(TASK): For the string "Braeton", find every matching line in the records and copy it.

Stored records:

—————

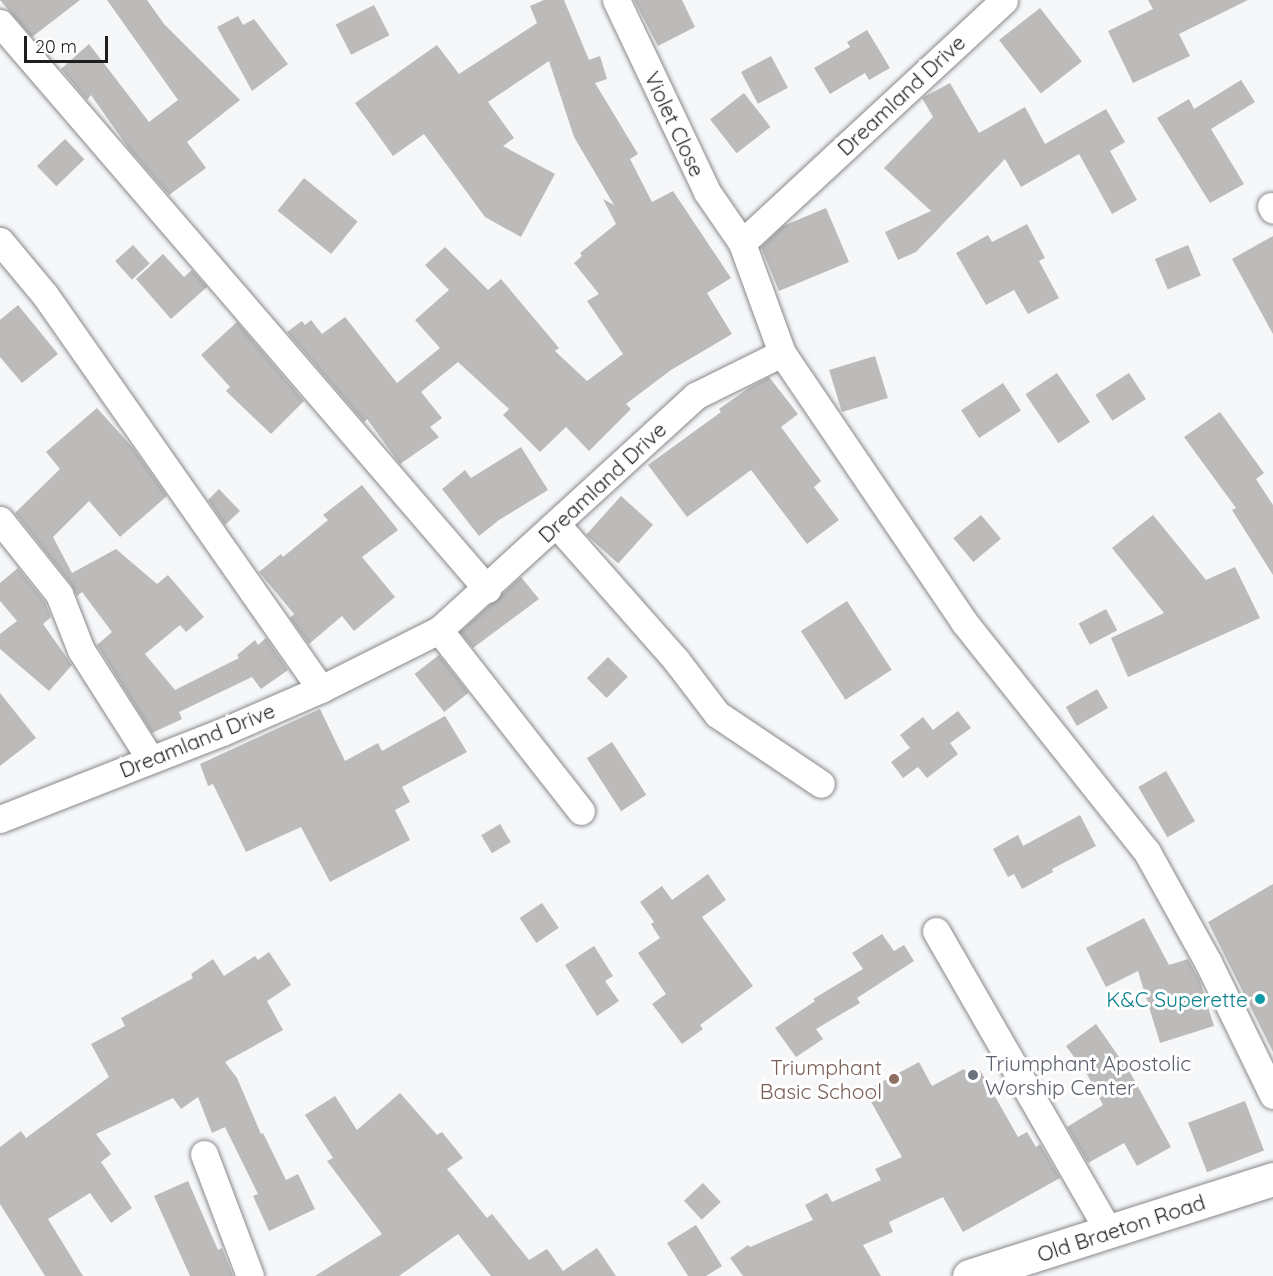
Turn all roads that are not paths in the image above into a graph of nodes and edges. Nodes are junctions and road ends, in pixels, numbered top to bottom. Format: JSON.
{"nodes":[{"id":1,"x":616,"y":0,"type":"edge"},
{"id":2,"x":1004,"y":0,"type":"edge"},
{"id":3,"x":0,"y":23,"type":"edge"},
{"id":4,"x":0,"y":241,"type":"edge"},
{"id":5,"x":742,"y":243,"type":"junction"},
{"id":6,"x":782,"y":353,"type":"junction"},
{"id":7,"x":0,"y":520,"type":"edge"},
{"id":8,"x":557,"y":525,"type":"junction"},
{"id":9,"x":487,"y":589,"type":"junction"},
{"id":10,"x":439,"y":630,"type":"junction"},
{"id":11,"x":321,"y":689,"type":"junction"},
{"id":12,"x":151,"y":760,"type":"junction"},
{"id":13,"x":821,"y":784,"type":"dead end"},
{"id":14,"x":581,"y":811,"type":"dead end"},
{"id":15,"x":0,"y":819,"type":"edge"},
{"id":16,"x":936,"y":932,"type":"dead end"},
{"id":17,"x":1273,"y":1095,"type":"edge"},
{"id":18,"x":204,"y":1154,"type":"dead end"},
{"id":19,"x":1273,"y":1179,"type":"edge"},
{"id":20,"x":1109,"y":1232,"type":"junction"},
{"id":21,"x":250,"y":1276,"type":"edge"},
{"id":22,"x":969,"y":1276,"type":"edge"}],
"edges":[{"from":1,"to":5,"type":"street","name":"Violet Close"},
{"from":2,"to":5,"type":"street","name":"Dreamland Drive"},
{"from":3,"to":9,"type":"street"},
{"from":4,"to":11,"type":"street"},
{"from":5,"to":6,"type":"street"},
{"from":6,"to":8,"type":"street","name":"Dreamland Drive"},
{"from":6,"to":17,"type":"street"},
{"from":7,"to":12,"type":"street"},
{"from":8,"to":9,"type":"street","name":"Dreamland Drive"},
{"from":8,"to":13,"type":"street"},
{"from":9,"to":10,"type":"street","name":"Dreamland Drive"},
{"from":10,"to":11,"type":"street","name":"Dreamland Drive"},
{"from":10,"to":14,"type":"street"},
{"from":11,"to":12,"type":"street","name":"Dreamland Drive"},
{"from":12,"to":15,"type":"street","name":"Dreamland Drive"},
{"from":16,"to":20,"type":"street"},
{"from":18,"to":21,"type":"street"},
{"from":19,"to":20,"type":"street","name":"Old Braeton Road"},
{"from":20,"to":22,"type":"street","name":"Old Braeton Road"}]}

—————

(WRITTEN SOLUTION):
{"from":19,"to":20,"type":"street","name":"Old Braeton Road"},
{"from":20,"to":22,"type":"street","name":"Old Braeton Road"}]}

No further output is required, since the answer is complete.